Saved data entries
^^^^
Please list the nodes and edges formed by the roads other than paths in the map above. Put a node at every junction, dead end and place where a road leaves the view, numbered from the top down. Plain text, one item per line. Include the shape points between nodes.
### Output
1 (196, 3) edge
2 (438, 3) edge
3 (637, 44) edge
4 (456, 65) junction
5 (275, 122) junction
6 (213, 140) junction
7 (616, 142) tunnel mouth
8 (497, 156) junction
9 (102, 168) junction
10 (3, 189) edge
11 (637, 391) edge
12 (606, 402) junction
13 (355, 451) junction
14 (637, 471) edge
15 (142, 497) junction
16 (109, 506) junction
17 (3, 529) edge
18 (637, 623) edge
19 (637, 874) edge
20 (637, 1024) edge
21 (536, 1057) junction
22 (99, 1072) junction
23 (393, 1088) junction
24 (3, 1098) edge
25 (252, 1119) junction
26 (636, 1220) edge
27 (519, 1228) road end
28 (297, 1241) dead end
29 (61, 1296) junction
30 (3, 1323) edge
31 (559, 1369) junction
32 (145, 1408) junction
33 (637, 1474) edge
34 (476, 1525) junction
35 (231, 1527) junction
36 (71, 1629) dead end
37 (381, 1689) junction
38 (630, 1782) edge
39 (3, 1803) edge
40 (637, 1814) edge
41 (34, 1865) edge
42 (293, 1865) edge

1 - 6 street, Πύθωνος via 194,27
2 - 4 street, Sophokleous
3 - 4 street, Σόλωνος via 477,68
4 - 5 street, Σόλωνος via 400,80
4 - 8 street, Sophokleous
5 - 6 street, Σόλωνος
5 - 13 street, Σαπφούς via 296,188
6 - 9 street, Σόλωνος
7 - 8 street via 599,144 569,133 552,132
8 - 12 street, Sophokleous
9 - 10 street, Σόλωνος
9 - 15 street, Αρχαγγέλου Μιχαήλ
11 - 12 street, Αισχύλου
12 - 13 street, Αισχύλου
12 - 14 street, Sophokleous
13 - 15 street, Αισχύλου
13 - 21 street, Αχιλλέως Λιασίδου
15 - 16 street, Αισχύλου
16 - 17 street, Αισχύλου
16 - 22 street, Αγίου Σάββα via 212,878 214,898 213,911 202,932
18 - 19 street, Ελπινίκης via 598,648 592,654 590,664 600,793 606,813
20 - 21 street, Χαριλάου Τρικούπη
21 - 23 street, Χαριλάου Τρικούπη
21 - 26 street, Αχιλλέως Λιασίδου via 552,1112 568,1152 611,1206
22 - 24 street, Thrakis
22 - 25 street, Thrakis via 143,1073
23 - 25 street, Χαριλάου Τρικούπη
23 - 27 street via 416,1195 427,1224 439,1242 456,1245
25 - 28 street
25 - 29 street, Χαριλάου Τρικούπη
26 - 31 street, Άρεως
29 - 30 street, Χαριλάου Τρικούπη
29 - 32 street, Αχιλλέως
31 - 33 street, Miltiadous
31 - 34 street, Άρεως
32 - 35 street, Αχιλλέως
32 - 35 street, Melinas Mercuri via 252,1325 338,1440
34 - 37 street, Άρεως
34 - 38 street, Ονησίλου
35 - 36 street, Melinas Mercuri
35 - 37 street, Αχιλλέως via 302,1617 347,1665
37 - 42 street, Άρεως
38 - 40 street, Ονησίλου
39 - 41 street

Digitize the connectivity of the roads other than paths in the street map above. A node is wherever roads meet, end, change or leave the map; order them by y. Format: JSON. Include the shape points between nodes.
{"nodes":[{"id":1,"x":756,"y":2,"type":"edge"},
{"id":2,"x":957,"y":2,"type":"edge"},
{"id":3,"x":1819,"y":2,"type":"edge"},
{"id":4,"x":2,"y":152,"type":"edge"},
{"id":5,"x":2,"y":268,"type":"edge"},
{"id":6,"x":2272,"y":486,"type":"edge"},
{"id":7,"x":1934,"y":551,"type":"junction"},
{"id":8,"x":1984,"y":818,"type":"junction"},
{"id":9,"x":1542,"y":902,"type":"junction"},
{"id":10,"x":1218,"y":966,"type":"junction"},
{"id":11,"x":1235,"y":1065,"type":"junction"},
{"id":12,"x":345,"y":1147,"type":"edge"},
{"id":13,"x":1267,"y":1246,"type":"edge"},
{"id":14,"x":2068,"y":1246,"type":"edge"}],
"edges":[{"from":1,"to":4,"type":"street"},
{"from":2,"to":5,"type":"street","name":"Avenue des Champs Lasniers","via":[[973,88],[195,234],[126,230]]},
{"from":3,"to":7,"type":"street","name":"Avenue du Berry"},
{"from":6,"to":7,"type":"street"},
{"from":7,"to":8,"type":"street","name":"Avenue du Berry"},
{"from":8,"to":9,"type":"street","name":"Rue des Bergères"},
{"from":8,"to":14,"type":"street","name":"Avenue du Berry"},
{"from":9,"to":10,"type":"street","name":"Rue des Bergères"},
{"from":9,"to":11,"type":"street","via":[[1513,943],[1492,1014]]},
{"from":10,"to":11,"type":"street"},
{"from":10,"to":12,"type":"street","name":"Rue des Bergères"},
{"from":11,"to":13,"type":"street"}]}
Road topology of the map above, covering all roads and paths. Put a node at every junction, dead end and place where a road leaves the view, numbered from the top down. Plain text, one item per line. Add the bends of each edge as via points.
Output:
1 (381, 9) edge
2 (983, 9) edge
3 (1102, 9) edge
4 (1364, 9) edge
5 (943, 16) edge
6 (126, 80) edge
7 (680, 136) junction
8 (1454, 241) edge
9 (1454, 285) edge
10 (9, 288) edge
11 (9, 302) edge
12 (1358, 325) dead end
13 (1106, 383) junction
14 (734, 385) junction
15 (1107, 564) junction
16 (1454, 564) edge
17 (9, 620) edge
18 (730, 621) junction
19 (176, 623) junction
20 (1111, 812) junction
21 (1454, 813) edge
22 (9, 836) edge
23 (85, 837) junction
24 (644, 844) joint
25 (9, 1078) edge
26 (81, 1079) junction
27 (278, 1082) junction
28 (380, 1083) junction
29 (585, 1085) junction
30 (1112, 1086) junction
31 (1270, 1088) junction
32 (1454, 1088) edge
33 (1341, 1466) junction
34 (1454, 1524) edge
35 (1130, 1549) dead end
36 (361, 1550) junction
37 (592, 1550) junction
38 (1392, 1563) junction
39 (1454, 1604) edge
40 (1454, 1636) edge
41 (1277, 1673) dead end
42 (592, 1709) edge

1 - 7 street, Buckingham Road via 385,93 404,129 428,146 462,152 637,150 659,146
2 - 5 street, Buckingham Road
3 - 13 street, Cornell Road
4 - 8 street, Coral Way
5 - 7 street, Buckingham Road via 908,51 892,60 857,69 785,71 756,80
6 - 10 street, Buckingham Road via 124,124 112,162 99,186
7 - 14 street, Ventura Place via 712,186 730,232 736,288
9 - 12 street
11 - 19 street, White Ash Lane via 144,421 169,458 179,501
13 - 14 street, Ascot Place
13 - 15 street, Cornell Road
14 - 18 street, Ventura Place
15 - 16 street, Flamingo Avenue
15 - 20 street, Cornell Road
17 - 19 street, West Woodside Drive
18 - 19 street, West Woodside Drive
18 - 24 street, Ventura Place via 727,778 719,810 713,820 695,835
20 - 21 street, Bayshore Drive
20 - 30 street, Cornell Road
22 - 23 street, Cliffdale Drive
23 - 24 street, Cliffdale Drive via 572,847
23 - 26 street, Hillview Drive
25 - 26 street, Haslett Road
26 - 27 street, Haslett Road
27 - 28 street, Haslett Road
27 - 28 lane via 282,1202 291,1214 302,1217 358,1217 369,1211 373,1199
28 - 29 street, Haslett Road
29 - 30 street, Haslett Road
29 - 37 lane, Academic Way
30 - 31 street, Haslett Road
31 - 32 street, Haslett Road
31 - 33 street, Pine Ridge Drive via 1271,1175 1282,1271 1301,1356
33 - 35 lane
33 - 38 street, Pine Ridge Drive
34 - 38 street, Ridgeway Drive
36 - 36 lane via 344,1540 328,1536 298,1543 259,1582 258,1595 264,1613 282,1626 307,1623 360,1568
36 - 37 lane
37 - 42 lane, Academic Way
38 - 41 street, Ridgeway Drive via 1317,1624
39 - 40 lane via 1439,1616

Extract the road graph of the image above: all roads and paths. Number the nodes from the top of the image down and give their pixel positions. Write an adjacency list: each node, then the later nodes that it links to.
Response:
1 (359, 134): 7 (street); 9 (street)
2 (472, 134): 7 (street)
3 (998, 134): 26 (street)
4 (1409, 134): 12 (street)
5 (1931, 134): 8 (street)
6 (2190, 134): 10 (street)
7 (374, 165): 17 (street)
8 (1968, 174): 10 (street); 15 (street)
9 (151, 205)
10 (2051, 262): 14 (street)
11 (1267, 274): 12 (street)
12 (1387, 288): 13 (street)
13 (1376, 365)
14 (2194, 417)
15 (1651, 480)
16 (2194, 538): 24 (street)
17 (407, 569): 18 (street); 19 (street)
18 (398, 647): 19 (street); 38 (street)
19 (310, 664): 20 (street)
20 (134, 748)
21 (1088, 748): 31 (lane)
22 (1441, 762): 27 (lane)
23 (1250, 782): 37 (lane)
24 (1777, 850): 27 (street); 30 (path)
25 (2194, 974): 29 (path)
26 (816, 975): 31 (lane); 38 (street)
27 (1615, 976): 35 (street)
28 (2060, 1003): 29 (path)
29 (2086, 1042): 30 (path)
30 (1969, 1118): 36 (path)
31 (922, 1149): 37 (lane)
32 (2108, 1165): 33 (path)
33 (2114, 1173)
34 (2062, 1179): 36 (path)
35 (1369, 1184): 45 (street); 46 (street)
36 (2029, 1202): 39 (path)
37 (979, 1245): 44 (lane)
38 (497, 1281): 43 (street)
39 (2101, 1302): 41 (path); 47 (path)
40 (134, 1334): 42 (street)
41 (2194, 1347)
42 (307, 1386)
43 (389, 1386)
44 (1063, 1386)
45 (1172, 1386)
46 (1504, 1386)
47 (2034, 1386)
^^^^
- _EXERCISE OBJECTIVE_: Count the lines of the data that include the string "Melinas", and give only that number.

- _RESULT FOR THIS EXERCISE_: 2